REQUIRED WORK
For this exercise, transcribe all of the entries exactly.

======== MATERIAL PROVIDED ========

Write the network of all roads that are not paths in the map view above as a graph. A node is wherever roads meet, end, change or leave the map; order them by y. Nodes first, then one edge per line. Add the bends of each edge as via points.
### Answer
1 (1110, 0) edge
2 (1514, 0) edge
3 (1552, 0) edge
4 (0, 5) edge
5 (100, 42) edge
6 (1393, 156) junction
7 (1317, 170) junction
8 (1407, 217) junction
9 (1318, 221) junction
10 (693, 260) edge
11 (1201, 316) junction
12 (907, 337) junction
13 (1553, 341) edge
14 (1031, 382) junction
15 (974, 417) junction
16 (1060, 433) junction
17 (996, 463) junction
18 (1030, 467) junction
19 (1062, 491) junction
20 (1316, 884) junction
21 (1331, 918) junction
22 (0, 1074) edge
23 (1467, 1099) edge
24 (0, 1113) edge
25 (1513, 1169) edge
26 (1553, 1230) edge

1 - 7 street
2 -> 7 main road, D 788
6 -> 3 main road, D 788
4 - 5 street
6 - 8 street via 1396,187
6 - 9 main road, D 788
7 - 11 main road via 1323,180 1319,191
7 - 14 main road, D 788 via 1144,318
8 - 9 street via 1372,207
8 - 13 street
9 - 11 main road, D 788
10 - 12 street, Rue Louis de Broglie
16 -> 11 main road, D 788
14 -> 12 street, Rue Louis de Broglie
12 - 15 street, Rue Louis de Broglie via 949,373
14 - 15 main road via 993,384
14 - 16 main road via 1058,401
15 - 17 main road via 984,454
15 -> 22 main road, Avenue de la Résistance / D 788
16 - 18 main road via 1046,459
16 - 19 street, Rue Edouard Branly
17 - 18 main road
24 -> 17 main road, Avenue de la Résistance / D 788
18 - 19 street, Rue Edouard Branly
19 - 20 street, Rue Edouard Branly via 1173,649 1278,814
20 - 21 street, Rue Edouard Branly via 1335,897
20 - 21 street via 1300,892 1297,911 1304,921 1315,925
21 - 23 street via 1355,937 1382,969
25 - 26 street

========

ANSWER
Write the network of all roads that are not paths in the map view above as a graph. A node is wherever roads meet, end, change or leave the map; order them by y. Nodes first, then one edge per line. Add the bends of each edge as via points.
### Answer
1 (1110, 0) edge
2 (1514, 0) edge
3 (1552, 0) edge
4 (0, 5) edge
5 (100, 42) edge
6 (1393, 156) junction
7 (1317, 170) junction
8 (1407, 217) junction
9 (1318, 221) junction
10 (693, 260) edge
11 (1201, 316) junction
12 (907, 337) junction
13 (1553, 341) edge
14 (1031, 382) junction
15 (974, 417) junction
16 (1060, 433) junction
17 (996, 463) junction
18 (1030, 467) junction
19 (1062, 491) junction
20 (1316, 884) junction
21 (1331, 918) junction
22 (0, 1074) edge
23 (1467, 1099) edge
24 (0, 1113) edge
25 (1513, 1169) edge
26 (1553, 1230) edge

1 - 7 street
2 -> 7 main road, D 788
6 -> 3 main road, D 788
4 - 5 street
6 - 8 street via 1396,187
6 - 9 main road, D 788
7 - 11 main road via 1323,180 1319,191
7 - 14 main road, D 788 via 1144,318
8 - 9 street via 1372,207
8 - 13 street
9 - 11 main road, D 788
10 - 12 street, Rue Louis de Broglie
16 -> 11 main road, D 788
14 -> 12 street, Rue Louis de Broglie
12 - 15 street, Rue Louis de Broglie via 949,373
14 - 15 main road via 993,384
14 - 16 main road via 1058,401
15 - 17 main road via 984,454
15 -> 22 main road, Avenue de la Résistance / D 788
16 - 18 main road via 1046,459
16 - 19 street, Rue Edouard Branly
17 - 18 main road
24 -> 17 main road, Avenue de la Résistance / D 788
18 - 19 street, Rue Edouard Branly
19 - 20 street, Rue Edouard Branly via 1173,649 1278,814
20 - 21 street, Rue Edouard Branly via 1335,897
20 - 21 street via 1300,892 1297,911 1304,921 1315,925
21 - 23 street via 1355,937 1382,969
25 - 26 street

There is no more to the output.